Kroll is a leading provider of credit monitoring and identity protection services. But with scams abundant, is using them safe after a data breach? We break down what Kroll Monitoring offers and key precautions.
Overview of Kroll Inc
Kroll is a major corporate investigations and risk consulting firm founded in 1972. They provide services related to areas like cybersecurity, compliance, disputes, valuation, transactions, and data analytics.
A key offering from Kroll is credit monitoring and identity theft protection. This is typically provided to individuals impacted by data breaches. They works with the breached company to notify affected people and provide monitoring services.
How Kroll Credit Monitoring Works
If your data was compromised in a breach, the entity responsible will usually offer free credit monitoring through a service like Kroll. You’ll get a notification letter from Kroll with a membership number.
To enroll, you create an account on Kroll’s website and enter the membership number. You’ll need to verify your identity by answering personal questions. Once enrolled, they monitor your credit reports and alert you to any suspicious activity.
If you spot fraudulent accounts, you can call Kroll for help disputing them. They also provide identity restoration support. Monitoring terms can range from 1-2 years depending on the breach.
What To Do After a Data Breach Notice
If you get a letter about a breach involving your personal data, here are important steps experts recommend:
- Contact the breached entity directly with any questions about what occurred. Verify the offer is legitimate.
- Consider enrolling in free monitoring, but evaluate the provider first. Search “[Company] reviews” to see feedback.
- Monitor your financial accounts closely for suspicious charges. Report anything strange.
- Request credit reports and check for unknown accounts. Dispute errors.
- Change passwords, especially for the breached account. Don’t reuse passwords.
- Be alert to scam calls/emails about the breach. The company should never ask for personal info like passwords.
- File a complaint with the FTC and your state AG to report the breach.
Is Kroll Monitoring Legitimate Service or another Scam?
While scams are common after breaches, Kroll is a legitimate company with extensive history in risk management services. However, based on certain reviews, their customer support and technical execution seem inconsistent at times.
Key considerations if using Kroll:
- They do require your SSN, DOB and other personal info to enroll. Make sure the offer is authentic before providing it.
- Some users report frustration verifying ID or accessing accounts on the site. Be persistent.
- Reviews cite long hold times and poor support from overseas call centers occasionally. But overall service seems decent.
- If you have issues, ask for a supervisor. Document names.
- Don’t rely solely on monitoring. Also order credit reports and consider freezes.
- Be cautious of Kroll forwarding your info to partners or entities besides credit bureaus. Ask them about data handling policies.
- Weigh alternatives like your bank’s monitoring or LifeLock if you prefer.
How To Avoid Data Breach Notice Letter Scams
With rampant scams pretending to be from breached companies, approach any notifications carefully:
- Verify the source. Scammers often spoof legitimate logos and branding.
- Call the company directly at an official number to confirm breach details before clicking links or providing info.
- Watch for urgent demands, threats, or requests for financial info, account numbers, or passwords. These are red flags of a scam.
- Review the enrollment site’s security (HTTPS, Norton Verified).

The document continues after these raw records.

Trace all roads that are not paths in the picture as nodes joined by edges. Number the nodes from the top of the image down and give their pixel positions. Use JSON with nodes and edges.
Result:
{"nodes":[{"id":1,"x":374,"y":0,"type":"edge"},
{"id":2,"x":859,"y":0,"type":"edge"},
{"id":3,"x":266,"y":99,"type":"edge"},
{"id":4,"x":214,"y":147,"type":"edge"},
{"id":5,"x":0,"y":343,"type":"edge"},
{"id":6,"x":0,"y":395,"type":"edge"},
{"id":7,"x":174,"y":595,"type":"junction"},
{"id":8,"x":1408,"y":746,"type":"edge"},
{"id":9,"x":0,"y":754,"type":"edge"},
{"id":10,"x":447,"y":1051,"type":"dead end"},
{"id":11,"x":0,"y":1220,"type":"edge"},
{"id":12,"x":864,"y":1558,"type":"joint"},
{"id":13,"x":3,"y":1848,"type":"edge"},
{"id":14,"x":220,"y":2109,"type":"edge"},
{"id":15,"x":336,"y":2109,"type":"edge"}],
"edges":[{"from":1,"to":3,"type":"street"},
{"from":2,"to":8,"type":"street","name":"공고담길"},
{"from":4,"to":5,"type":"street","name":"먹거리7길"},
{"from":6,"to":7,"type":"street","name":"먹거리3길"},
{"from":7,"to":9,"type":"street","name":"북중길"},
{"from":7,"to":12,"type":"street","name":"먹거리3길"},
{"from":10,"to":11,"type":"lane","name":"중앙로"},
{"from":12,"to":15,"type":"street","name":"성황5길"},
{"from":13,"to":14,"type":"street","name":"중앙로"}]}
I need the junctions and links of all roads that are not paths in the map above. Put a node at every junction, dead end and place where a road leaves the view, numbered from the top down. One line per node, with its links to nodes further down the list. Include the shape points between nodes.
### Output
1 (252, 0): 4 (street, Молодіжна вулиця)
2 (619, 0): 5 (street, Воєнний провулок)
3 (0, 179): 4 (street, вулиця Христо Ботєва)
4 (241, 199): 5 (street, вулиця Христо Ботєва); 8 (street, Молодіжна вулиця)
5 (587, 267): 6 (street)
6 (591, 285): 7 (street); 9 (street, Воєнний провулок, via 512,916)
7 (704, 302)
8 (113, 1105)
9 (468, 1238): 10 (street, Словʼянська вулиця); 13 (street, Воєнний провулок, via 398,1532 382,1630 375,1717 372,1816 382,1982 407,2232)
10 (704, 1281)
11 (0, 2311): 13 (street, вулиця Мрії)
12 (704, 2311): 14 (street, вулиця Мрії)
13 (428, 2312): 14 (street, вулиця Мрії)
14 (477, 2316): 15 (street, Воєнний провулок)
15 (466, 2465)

Avoid non-secure pages.
- Search for recent news on the breach to confirm it’s real.
- See if others received the same notice in breach forums. Scammers target individuals.
- Consult with your state AG if unsure. Report suspected breach scams.
Stay Protected After a Breach
- Regularly review credit reports and financial statements.
- Set up fraud alerts and consider credit freezes. Kroll’s monitoring alone is not enough.
- Change online account passwords frequently, especially for breached sites.
- Use multifactor authentication whenever possible.
- Limit sharing of personal information online or over the phone.
- Use encrypted email services.
Though not perfect, Kroll is a legitimate service to consider after a breach. But rely more on proactive measures you control to protect your identity. Evaluate all options thoroughly before providing sensitive information.